* [DIRECTIONS]: In your copy, reproduce the entries exactly as they are, minus the images.

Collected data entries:
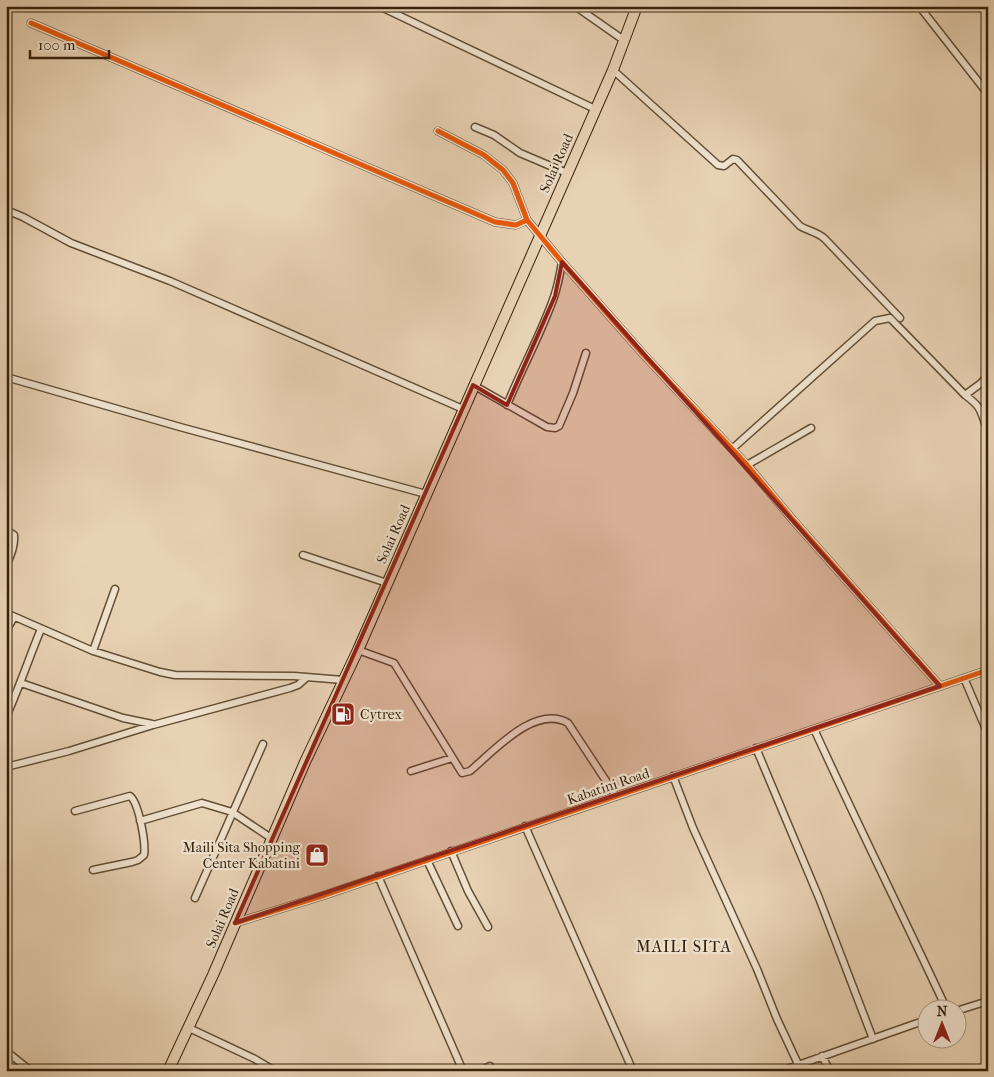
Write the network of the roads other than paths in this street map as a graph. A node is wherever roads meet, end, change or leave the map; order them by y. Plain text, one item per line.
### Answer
1 (379, 6) edge
2 (575, 6) edge
3 (637, 6) edge
4 (919, 6) edge
5 (31, 23) dead end
6 (625, 41) junction
7 (613, 70) junction
8 (988, 94) edge
9 (595, 109) junction
10 (475, 127) dead end
11 (438, 130) dead end
12 (567, 173) junction
13 (6, 210) edge
14 (527, 220) junction
15 (539, 235) junction
16 (562, 262) junction
17 (900, 318) dead end
18 (586, 353) dead end
19 (988, 376) edge
20 (6, 377) edge
21 (473, 385) junction
22 (965, 395) junction
23 (507, 405) junction
24 (463, 409) junction
25 (812, 428) dead end
26 (988, 430) edge
27 (732, 449) junction
28 (747, 465) junction
29 (426, 494) junction
30 (6, 530) edge
31 (303, 555) dead end
32 (6, 566) edge
33 (387, 583) junction
34 (115, 588) dead end
35 (6, 613) edge
36 (14, 617) junction
37 (41, 629) junction
38 (6, 631) edge
39 (358, 650) junction
40 (94, 651) junction
41 (988, 670) edge
42 (306, 678) junction
43 (964, 678) junction
44 (343, 680) junction
45 (22, 683) junction
46 (940, 686) junction
47 (6, 717) edge
48 (153, 725) junction
49 (814, 729) junction
50 (988, 734) edge
51 (263, 744) dead end
52 (756, 748) junction
53 (452, 758) junction
54 (6, 767) edge
55 (411, 771) dead end
56 (673, 776) junction
57 (616, 796) junction
58 (76, 811) dead end
59 (232, 812) junction
60 (140, 821) junction
61 (525, 826) junction
62 (271, 838) junction
63 (451, 851) junction
64 (427, 860) junction
65 (93, 870) dead end
66 (378, 876) junction
67 (194, 898) dead end
68 (236, 923) junction
69 (458, 926) dead end
70 (488, 927) dead end
71 (942, 1000) edge
72 (988, 1001) edge
73 (966, 1007) edge
74 (916, 1023) edge
75 (189, 1028) junction
76 (873, 1038) junction
77 (6, 1051) edge
78 (822, 1056) junction
79 (798, 1064) junction
80 (490, 1066) dead end
81 (31, 1071) edge
82 (168, 1071) edge
83 (275, 1071) edge
84 (463, 1071) edge
85 (480, 1071) edge
86 (633, 1071) edge
87 (781, 1071) edge
88 (830, 1071) edge

1 - 9 street
2 - 6 street
3 - 6 highway, Solai Road
4 - 8 street
5 - 14 street
6 - 7 highway, Solai Road
7 - 9 highway, Solai Road
7 - 17 street
9 - 12 highway, Solai Road
10 - 12 street
11 - 14 street
12 - 15 highway, Solai Road
13 - 24 street
14 - 15 street
15 - 16 street
15 - 21 highway, Solai Road
16 - 23 street
16 - 27 street
18 - 23 street
19 - 22 street
20 - 29 street
21 - 23 street
21 - 24 highway, Solai Road
22 - 26 street
22 - 27 street
24 - 29 highway, Solai Road
25 - 28 street
27 - 28 street
28 - 46 street
29 - 33 highway, Solai Road
30 - 32 street
31 - 33 street
33 - 39 highway, Solai Road
34 - 40 street
35 - 36 street
36 - 37 street
36 - 38 street
37 - 40 street
37 - 45 street
39 - 44 highway, Solai Road
39 - 53 street
40 - 42 street
41 - 43 street, Kabatini Road
42 - 44 street
42 - 48 street
43 - 46 street, Kabatini Road
43 - 50 street
44 - 62 highway, Solai Road
45 - 47 street
45 - 48 street
46 - 49 street, Kabatini Road
48 - 54 street
49 - 52 street, Kabatini Road
49 - 71 street
51 - 59 street
52 - 56 street, Kabatini Road
52 - 76 street
53 - 55 street
53 - 57 street
56 - 57 street, Kabatini Road
56 - 79 street
57 - 61 street, Kabatini Road
58 - 60 street
59 - 60 street
59 - 62 street
59 - 67 street
60 - 65 street
61 - 63 street, Kabatini Road
61 - 86 street
62 - 68 highway, Solai Road
63 - 64 street, Kabatini Road
63 - 70 street
64 - 66 street, Kabatini Road
64 - 69 street
66 - 68 street, Kabatini Road
66 - 84 street
68 - 75 highway, Solai Road
72 - 73 street
74 - 76 street
75 - 82 highway, Solai Road
75 - 83 street
76 - 78 street
77 - 81 street
78 - 79 street
78 - 88 street
79 - 87 street
80 - 85 street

* [FINISHED EXERCISE]:
Write the network of the roads other than paths in this street map as a graph. A node is wherever roads meet, end, change or leave the map; order them by y. Plain text, one item per line.
### Answer
1 (379, 6) edge
2 (575, 6) edge
3 (637, 6) edge
4 (919, 6) edge
5 (31, 23) dead end
6 (625, 41) junction
7 (613, 70) junction
8 (988, 94) edge
9 (595, 109) junction
10 (475, 127) dead end
11 (438, 130) dead end
12 (567, 173) junction
13 (6, 210) edge
14 (527, 220) junction
15 (539, 235) junction
16 (562, 262) junction
17 (900, 318) dead end
18 (586, 353) dead end
19 (988, 376) edge
20 (6, 377) edge
21 (473, 385) junction
22 (965, 395) junction
23 (507, 405) junction
24 (463, 409) junction
25 (812, 428) dead end
26 (988, 430) edge
27 (732, 449) junction
28 (747, 465) junction
29 (426, 494) junction
30 (6, 530) edge
31 (303, 555) dead end
32 (6, 566) edge
33 (387, 583) junction
34 (115, 588) dead end
35 (6, 613) edge
36 (14, 617) junction
37 (41, 629) junction
38 (6, 631) edge
39 (358, 650) junction
40 (94, 651) junction
41 (988, 670) edge
42 (306, 678) junction
43 (964, 678) junction
44 (343, 680) junction
45 (22, 683) junction
46 (940, 686) junction
47 (6, 717) edge
48 (153, 725) junction
49 (814, 729) junction
50 (988, 734) edge
51 (263, 744) dead end
52 (756, 748) junction
53 (452, 758) junction
54 (6, 767) edge
55 (411, 771) dead end
56 (673, 776) junction
57 (616, 796) junction
58 (76, 811) dead end
59 (232, 812) junction
60 (140, 821) junction
61 (525, 826) junction
62 (271, 838) junction
63 (451, 851) junction
64 (427, 860) junction
65 (93, 870) dead end
66 (378, 876) junction
67 (194, 898) dead end
68 (236, 923) junction
69 (458, 926) dead end
70 (488, 927) dead end
71 (942, 1000) edge
72 (988, 1001) edge
73 (966, 1007) edge
74 (916, 1023) edge
75 (189, 1028) junction
76 (873, 1038) junction
77 (6, 1051) edge
78 (822, 1056) junction
79 (798, 1064) junction
80 (490, 1066) dead end
81 (31, 1071) edge
82 (168, 1071) edge
83 (275, 1071) edge
84 (463, 1071) edge
85 (480, 1071) edge
86 (633, 1071) edge
87 (781, 1071) edge
88 (830, 1071) edge

1 - 9 street
2 - 6 street
3 - 6 highway, Solai Road
4 - 8 street
5 - 14 street
6 - 7 highway, Solai Road
7 - 9 highway, Solai Road
7 - 17 street
9 - 12 highway, Solai Road
10 - 12 street
11 - 14 street
12 - 15 highway, Solai Road
13 - 24 street
14 - 15 street
15 - 16 street
15 - 21 highway, Solai Road
16 - 23 street
16 - 27 street
18 - 23 street
19 - 22 street
20 - 29 street
21 - 23 street
21 - 24 highway, Solai Road
22 - 26 street
22 - 27 street
24 - 29 highway, Solai Road
25 - 28 street
27 - 28 street
28 - 46 street
29 - 33 highway, Solai Road
30 - 32 street
31 - 33 street
33 - 39 highway, Solai Road
34 - 40 street
35 - 36 street
36 - 37 street
36 - 38 street
37 - 40 street
37 - 45 street
39 - 44 highway, Solai Road
39 - 53 street
40 - 42 street
41 - 43 street, Kabatini Road
42 - 44 street
42 - 48 street
43 - 46 street, Kabatini Road
43 - 50 street
44 - 62 highway, Solai Road
45 - 47 street
45 - 48 street
46 - 49 street, Kabatini Road
48 - 54 street
49 - 52 street, Kabatini Road
49 - 71 street
51 - 59 street
52 - 56 street, Kabatini Road
52 - 76 street
53 - 55 street
53 - 57 street
56 - 57 street, Kabatini Road
56 - 79 street
57 - 61 street, Kabatini Road
58 - 60 street
59 - 60 street
59 - 62 street
59 - 67 street
60 - 65 street
61 - 63 street, Kabatini Road
61 - 86 street
62 - 68 highway, Solai Road
63 - 64 street, Kabatini Road
63 - 70 street
64 - 66 street, Kabatini Road
64 - 69 street
66 - 68 street, Kabatini Road
66 - 84 street
68 - 75 highway, Solai Road
72 - 73 street
74 - 76 street
75 - 82 highway, Solai Road
75 - 83 street
76 - 78 street
77 - 81 street
78 - 79 street
78 - 88 street
79 - 87 street
80 - 85 street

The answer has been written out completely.